● Work to complete: Beginning with the line containing "cairo_arc(c,1235.5,254.5,2.5,0,2 * M_PI);" and ending with the last line, repeat the records exactly.
=-=-=
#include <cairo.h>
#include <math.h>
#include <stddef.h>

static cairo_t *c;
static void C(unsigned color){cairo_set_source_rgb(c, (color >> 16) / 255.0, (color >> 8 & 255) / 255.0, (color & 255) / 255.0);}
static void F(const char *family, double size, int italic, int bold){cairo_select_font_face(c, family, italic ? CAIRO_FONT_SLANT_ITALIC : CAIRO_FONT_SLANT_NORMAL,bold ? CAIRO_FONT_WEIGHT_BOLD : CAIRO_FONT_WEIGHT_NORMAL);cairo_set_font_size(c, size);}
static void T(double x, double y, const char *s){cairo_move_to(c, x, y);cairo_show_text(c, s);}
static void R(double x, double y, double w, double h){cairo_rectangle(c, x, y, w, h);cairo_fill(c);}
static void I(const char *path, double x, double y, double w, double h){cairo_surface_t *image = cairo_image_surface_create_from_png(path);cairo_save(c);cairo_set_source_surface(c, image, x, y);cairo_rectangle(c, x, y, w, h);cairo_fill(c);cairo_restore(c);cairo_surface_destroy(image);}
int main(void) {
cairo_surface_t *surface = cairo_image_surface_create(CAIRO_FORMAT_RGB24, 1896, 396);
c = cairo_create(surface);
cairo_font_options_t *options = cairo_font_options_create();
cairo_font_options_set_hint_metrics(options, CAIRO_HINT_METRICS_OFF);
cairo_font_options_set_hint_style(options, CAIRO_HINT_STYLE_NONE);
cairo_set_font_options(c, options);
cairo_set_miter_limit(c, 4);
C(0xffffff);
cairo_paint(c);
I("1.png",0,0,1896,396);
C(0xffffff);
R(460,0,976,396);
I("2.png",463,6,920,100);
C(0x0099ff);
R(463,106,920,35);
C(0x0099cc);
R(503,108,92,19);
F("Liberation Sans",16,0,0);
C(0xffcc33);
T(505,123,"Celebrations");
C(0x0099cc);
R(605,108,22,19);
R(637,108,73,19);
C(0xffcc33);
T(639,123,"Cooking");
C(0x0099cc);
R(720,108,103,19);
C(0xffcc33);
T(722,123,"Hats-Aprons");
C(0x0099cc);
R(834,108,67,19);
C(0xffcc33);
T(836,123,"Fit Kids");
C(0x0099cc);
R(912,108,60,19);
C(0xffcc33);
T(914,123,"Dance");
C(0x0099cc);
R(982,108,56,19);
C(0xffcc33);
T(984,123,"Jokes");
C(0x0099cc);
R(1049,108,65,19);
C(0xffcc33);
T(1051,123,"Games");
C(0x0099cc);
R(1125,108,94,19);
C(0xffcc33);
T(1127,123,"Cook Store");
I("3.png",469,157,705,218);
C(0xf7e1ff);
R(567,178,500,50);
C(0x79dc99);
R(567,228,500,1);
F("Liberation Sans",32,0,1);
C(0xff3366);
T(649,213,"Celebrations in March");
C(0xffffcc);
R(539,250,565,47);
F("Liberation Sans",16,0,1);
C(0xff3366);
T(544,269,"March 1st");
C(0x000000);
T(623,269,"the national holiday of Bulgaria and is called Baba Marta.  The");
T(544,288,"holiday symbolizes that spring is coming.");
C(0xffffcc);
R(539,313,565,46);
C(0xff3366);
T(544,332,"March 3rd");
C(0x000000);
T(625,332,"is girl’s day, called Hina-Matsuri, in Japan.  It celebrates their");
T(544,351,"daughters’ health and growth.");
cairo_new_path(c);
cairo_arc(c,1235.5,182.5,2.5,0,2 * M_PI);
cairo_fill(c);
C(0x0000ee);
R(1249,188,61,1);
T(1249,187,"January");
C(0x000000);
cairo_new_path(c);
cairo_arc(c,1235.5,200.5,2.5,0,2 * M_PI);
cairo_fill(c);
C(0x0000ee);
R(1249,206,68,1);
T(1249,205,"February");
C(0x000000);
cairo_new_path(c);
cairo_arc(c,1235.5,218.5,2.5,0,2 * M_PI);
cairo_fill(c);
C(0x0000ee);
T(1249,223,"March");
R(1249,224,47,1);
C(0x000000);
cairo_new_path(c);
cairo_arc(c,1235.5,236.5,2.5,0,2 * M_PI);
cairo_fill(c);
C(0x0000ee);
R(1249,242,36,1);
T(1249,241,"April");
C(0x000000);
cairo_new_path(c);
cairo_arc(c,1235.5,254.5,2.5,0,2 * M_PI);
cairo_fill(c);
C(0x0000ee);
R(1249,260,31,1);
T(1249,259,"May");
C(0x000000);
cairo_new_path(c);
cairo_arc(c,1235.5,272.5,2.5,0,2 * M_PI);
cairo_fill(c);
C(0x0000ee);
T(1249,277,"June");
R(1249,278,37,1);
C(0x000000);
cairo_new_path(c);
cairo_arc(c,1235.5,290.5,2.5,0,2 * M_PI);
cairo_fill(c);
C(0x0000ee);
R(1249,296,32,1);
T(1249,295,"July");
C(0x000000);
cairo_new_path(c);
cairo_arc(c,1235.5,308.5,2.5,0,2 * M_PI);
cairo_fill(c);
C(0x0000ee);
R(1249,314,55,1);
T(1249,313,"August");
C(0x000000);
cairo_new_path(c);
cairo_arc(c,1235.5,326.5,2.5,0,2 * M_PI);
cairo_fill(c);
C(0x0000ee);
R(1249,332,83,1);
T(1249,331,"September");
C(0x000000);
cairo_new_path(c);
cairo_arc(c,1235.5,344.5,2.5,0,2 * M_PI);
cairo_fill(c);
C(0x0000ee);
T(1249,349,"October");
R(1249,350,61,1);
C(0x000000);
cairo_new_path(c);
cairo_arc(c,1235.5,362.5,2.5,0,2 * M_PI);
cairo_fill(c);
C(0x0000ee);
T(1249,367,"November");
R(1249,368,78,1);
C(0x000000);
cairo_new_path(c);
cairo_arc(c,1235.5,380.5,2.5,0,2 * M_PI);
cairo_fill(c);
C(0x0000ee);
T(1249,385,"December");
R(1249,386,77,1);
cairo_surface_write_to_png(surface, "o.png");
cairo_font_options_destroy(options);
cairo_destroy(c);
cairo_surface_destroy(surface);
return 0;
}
=-=-=
● Exercise solution:
cairo_arc(c,1235.5,254.5,2.5,0,2 * M_PI);
cairo_fill(c);
C(0x0000ee);
R(1249,260,31,1);
T(1249,259,"May");
C(0x000000);
cairo_new_path(c);
cairo_arc(c,1235.5,272.5,2.5,0,2 * M_PI);
cairo_fill(c);
C(0x0000ee);
T(1249,277,"June");
R(1249,278,37,1);
C(0x000000);
cairo_new_path(c);
cairo_arc(c,1235.5,290.5,2.5,0,2 * M_PI);
cairo_fill(c);
C(0x0000ee);
R(1249,296,32,1);
T(1249,295,"July");
C(0x000000);
cairo_new_path(c);
cairo_arc(c,1235.5,308.5,2.5,0,2 * M_PI);
cairo_fill(c);
C(0x0000ee);
R(1249,314,55,1);
T(1249,313,"August");
C(0x000000);
cairo_new_path(c);
cairo_arc(c,1235.5,326.5,2.5,0,2 * M_PI);
cairo_fill(c);
C(0x0000ee);
R(1249,332,83,1);
T(1249,331,"September");
C(0x000000);
cairo_new_path(c);
cairo_arc(c,1235.5,344.5,2.5,0,2 * M_PI);
cairo_fill(c);
C(0x0000ee);
T(1249,349,"October");
R(1249,350,61,1);
C(0x000000);
cairo_new_path(c);
cairo_arc(c,1235.5,362.5,2.5,0,2 * M_PI);
cairo_fill(c);
C(0x0000ee);
T(1249,367,"November");
R(1249,368,78,1);
C(0x000000);
cairo_new_path(c);
cairo_arc(c,1235.5,380.5,2.5,0,2 * M_PI);
cairo_fill(c);
C(0x0000ee);
T(1249,385,"December");
R(1249,386,77,1);
cairo_surface_write_to_png(surface, "o.png");
cairo_font_options_destroy(options);
cairo_destroy(c);
cairo_surface_destroy(surface);
return 0;
}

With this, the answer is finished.